Collected data entries:
Segment Open

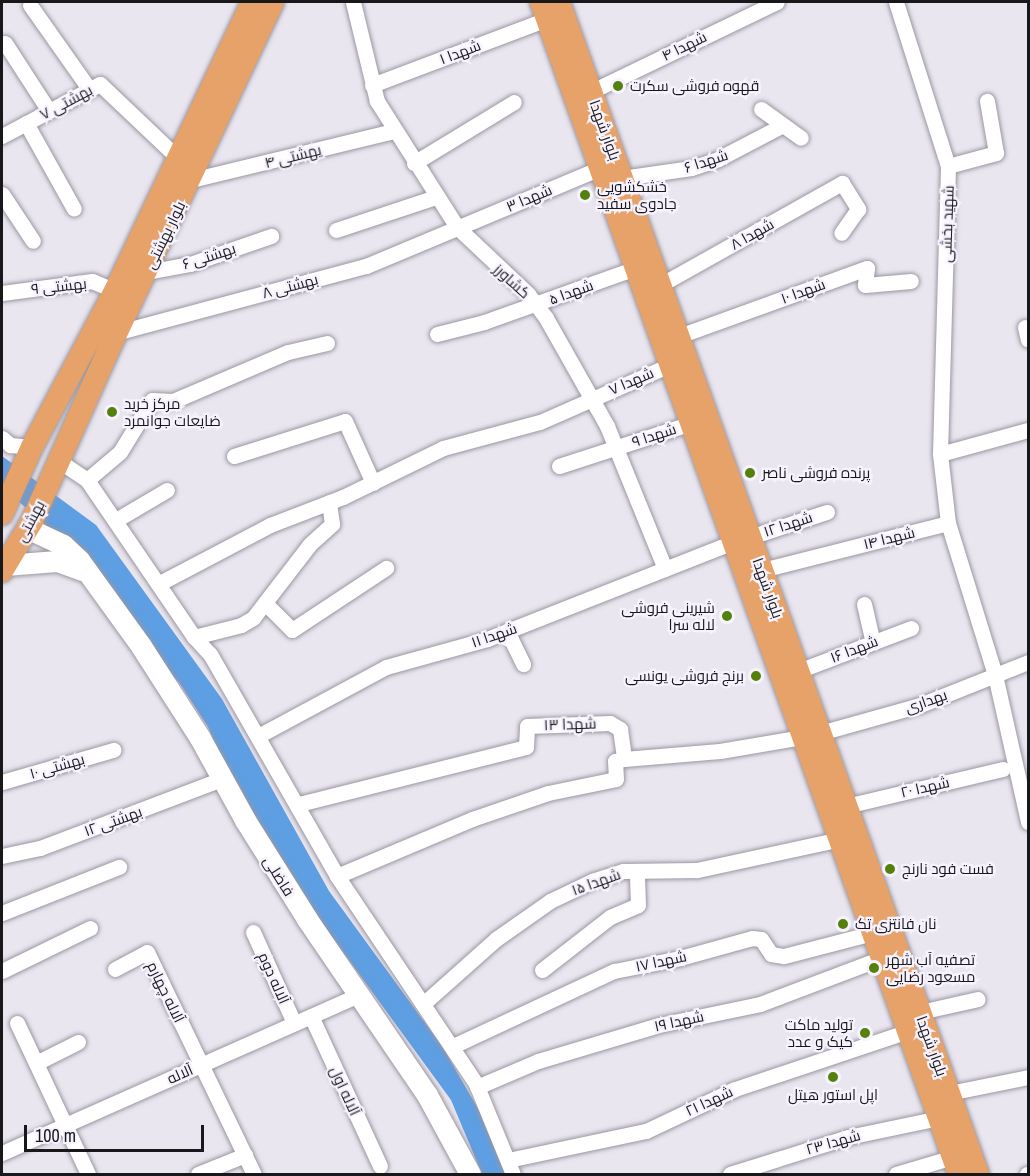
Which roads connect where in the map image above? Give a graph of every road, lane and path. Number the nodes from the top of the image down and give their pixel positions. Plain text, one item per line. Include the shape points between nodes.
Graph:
1 (252, 2) edge
2 (273, 2) edge
3 (353, 2) edge
4 (777, 2) edge
5 (896, 2) edge
6 (30, 5) dead end
7 (549, 8) edge
8 (5, 43) dead end
9 (372, 85) junction
10 (90, 90) junction
11 (591, 91) junction
12 (987, 100) dead end
13 (514, 102) dead end
14 (761, 109) dead end
15 (49, 111) junction
16 (26, 123) junction
17 (783, 125) junction
18 (394, 131) junction
19 (3, 132) edge
20 (801, 138) dead end
21 (178, 158) junction
22 (414, 163) junction
23 (948, 166) junction
24 (600, 168) junction
25 (622, 178) junction
26 (191, 180) junction
27 (2, 194) edge
28 (436, 197) junction
29 (74, 209) dead end
30 (457, 227) junction
31 (336, 230) dead end
32 (841, 233) dead end
33 (270, 236) dead end
34 (33, 241) dead end
35 (636, 268) junction
36 (147, 272) junction
37 (911, 281) dead end
38 (660, 285) junction
39 (115, 291) junction
40 (2, 293) edge
41 (536, 305) junction
42 (119, 332) junction
43 (437, 334) dead end
44 (679, 336) junction
45 (327, 343) dead end
46 (90, 354) junction
47 (670, 365) junction
48 (592, 398) junction
49 (691, 423) junction
50 (1029, 430) edge
51 (2, 438) edge
52 (616, 447) junction
53 (30, 451) junction
54 (940, 454) junction
55 (234, 456) dead end
56 (57, 465) junction
57 (559, 466) dead end
58 (87, 480) junction
59 (373, 483) junction
60 (167, 490) dead end
61 (329, 502) junction
62 (3, 510) edge
63 (827, 512) dead end
64 (116, 520) junction
65 (948, 523) junction
66 (29, 525) junction
67 (742, 539) junction
68 (3, 568) edge
69 (386, 568) dead end
70 (665, 569) junction
71 (762, 570) junction
72 (90, 576) junction
73 (158, 584) junction
74 (265, 603) junction
75 (864, 604) dead end
76 (911, 628) dead end
77 (507, 631) junction
78 (194, 637) junction
79 (873, 642) junction
80 (1029, 662) edge
81 (523, 664) dead end
82 (798, 671) junction
83 (995, 675) junction
84 (812, 735) junction
85 (258, 736) junction
86 (113, 750) dead end
87 (624, 759) junction
88 (1003, 769) dead end
89 (222, 779) junction
90 (2, 782) edge
91 (298, 804) junction
92 (846, 806) junction
93 (1029, 822) edge
94 (840, 839) junction
95 (2, 856) edge
96 (119, 867) dead end
97 (637, 871) junction
98 (337, 876) junction
99 (2, 913) edge
100 (90, 928) dead end
101 (253, 932) dead end
102 (873, 933) junction
103 (882, 958) junction
104 (115, 969) dead end
105 (542, 970) dead end
106 (2, 971) edge
107 (358, 995) junction
108 (978, 999) dead end
109 (423, 1004) junction
110 (910, 1010) junction
111 (311, 1016) junction
112 (17, 1023) dead end
113 (294, 1023) junction
114 (78, 1042) dead end
115 (453, 1046) junction
116 (36, 1063) junction
117 (201, 1065) junction
118 (1029, 1077) edge
119 (477, 1087) junction
120 (949, 1093) junction
121 (939, 1118) junction
122 (65, 1125) junction
123 (2, 1153) edge
124 (245, 1155) junction
125 (380, 1166) dead end
126 (956, 1166) edge
127 (510, 1167) edge
128 (88, 1174) edge
129 (198, 1174) edge
130 (254, 1174) edge
131 (470, 1174) edge
132 (730, 1174) edge
133 (896, 1174) edge
134 (978, 1174) edge

1 - 21 main road, بلوار بهشتی
2 - 26 main road, بلوار بهشتی
3 - 9 street, کشاورز
4 - 11 street, شهدا ۴
5 - 23 street, شهید بخشی
6 - 10 street
7 - 9 street, شهدا ۱
7 - 11 main road, بلوار شهدا
7 - 24 main road, بلوار شهدا
8 - 15 street
9 - 18 street, کشاورز
10 - 15 street, بهشتی ۷
10 - 21 street, بهشتی ۷ via 100,84
11 - 25 main road, بلوار شهدا
12 - 23 street via 996,153
13 - 22 street
14 - 17 street
15 - 16 street, بهشتی ۷
16 - 19 street, بهشتی ۷
16 - 29 street
17 - 20 street
17 - 25 street, شهدا ۶ via 718,159 691,168
18 - 22 street, کشاورز
18 - 26 street, یهشتی ۴
21 - 39 main road, بلوار بهشتی
22 - 28 street, کشاورز
23 - 54 street, شهید بخشی
24 - 30 street, شهدا ۳
24 - 35 main road, بلوار شهدا
25 - 38 main road, بلوار شهدا
26 - 36 main road, بلوار بهشتی
27 - 34 street
28 - 30 street, کشاورز
28 - 31 street
30 - 41 street, کشاورز
30 - 42 street, بهشتی ۸ via 366,266
32 - 38 street, شهدا ۸ via 858,209 842,183
33 - 36 street, بهشتی ۶ via 190,264
35 - 41 street, شهدا ۵
35 - 47 main road, بلوار شهدا
36 - 42 main road, بلوار بهشتی
37 - 44 street, شهدا ۱۰ via 865,285 867,268
38 - 44 main road, بلوار شهدا
39 - 40 street, بهشتی ۹ via 92,281
39 - 46 main road, بلوار بهشتی
41 - 43 street, شهدا ۵
41 - 48 street, کشاورز
42 - 46 main road, بلوار بهشتی
44 - 67 main road, بلوار شهدا
45 - 58 street via 288,352 173,401 152,400 120,452
46 - 53 main road, بلوار بهشتی
46 - 56 main road, بلوار بهشتی via 96,376
47 - 48 street, شهدا ۷
47 - 49 main road, بلوار شهدا
48 - 52 street, کشاورز
48 - 59 street, شهدا ۷ via 540,422 463,440
49 - 52 street, شهدا ۹
49 - 67 main road, بلوار شهدا
50 - 54 street
51 - 53 street
52 - 57 street, شهدا ۹
52 - 70 street, کشاورز
53 - 62 main road, بهشتی
54 - 65 street
55 - 59 street via 345,421
56 - 58 street
56 - 66 main road, بهشتی
58 - 64 street
59 - 61 street, شهدا ۷
60 - 64 street
61 - 73 street, شهدا ۷ via 270,525
61 - 74 street via 332,524 310,544
63 - 67 street, شهدا ۱۲
64 - 73 street
65 - 71 street, شهدا ۱۴
65 - 83 street
66 - 68 main road, بهشتی
66 - 72 main road, فاضلی via 63,545
67 - 70 street, شهدا ۱۱
67 - 71 main road, بلوار شهدا
67 - 84 main road, بلوار شهدا
68 - 72 main road, فاضلی via 57,561 74,564
69 - 74 street via 292,630
70 - 77 street, شهدا ۱۱
71 - 82 main road, بلوار شهدا
72 - 89 main road, فاضلی via 141,646
73 - 78 street
74 - 78 street via 241,625
75 - 79 street
76 - 79 street, شهدا ۱۶
77 - 81 street
77 - 85 street, شهدا ۱۱ via 386,667
78 - 85 street via 210,654
79 - 82 street, شهدا ۱۶
80 - 83 street, بهداری
82 - 84 main road, بلوار شهدا
83 - 84 street, بهداری via 920,705
83 - 93 street
84 - 87 street via 720,751
84 - 92 main road, بلوار شهدا
84 - 94 main road, بلوار شهدا
85 - 91 street
86 - 90 street, بهشتی ۱۰
87 - 91 street, شهدا ۱۳ via 620,729 610,723 527,726 526,747
87 - 98 street via 615,761 616,779 548,793 472,819
88 - 92 street, شهدا ۲۰
89 - 95 street, بهشتی ۱۲ via 40,848
89 - 107 main road, فاضلی via 263,850
91 - 98 street
92 - 110 main road, بلوار شهدا
94 - 97 street, شهدا ۱۵ via 697,870
94 - 102 main road, بلوار شهدا
96 - 99 street
97 - 105 street via 638,905 610,917
97 - 109 street, شهدا ۱۵ via 591,881 550,901 496,939
98 - 109 street
100 - 106 street
101 - 113 street, آلاله دوم
102 - 103 main road, بلوار شهدا
102 - 115 street, شهدا ۱۷ via 784,956 771,954 761,939 752,938 614,971
103 - 110 main road, بلوار شهدا
103 - 119 street, شهدا ۱۹ via 760,1004 659,1025 538,1060
104 - 117 street, آلاله چهارم via 147,952
107 - 111 street, آلاله
107 - 131 main road, فاضلی via 427,1095
108 - 110 street, شهدا ۲۱
109 - 115 street
110 - 120 main road, بلوار شهدا
110 - 121 main road, بلوار شهدا
110 - 127 street, شهدا ۲۱ via 646,1131
111 - 113 street, آلاله
111 - 125 street, آلاله اول
112 - 116 street
113 - 117 street, آلاله
114 - 116 street
115 - 119 street
116 - 122 street
117 - 122 street, آلاله
117 - 124 street
118 - 120 street
119 - 127 street
120 - 134 main road, بلوار شهدا
121 - 126 main road, بلوار شهدا
121 - 132 street, شهدا ۲۳ via 848,1137
122 - 123 street, آلاله
122 - 128 street
124 - 129 street
124 - 130 street
126 - 133 street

Segment Closed

- **PROBLEM REQUIREMENTS**: Only the lines that contain the string "بخشی" should be copied from the entries above.

- **TASK SOLUTION**:
5 - 23 street, شهید بخشی
23 - 54 street, شهید بخشی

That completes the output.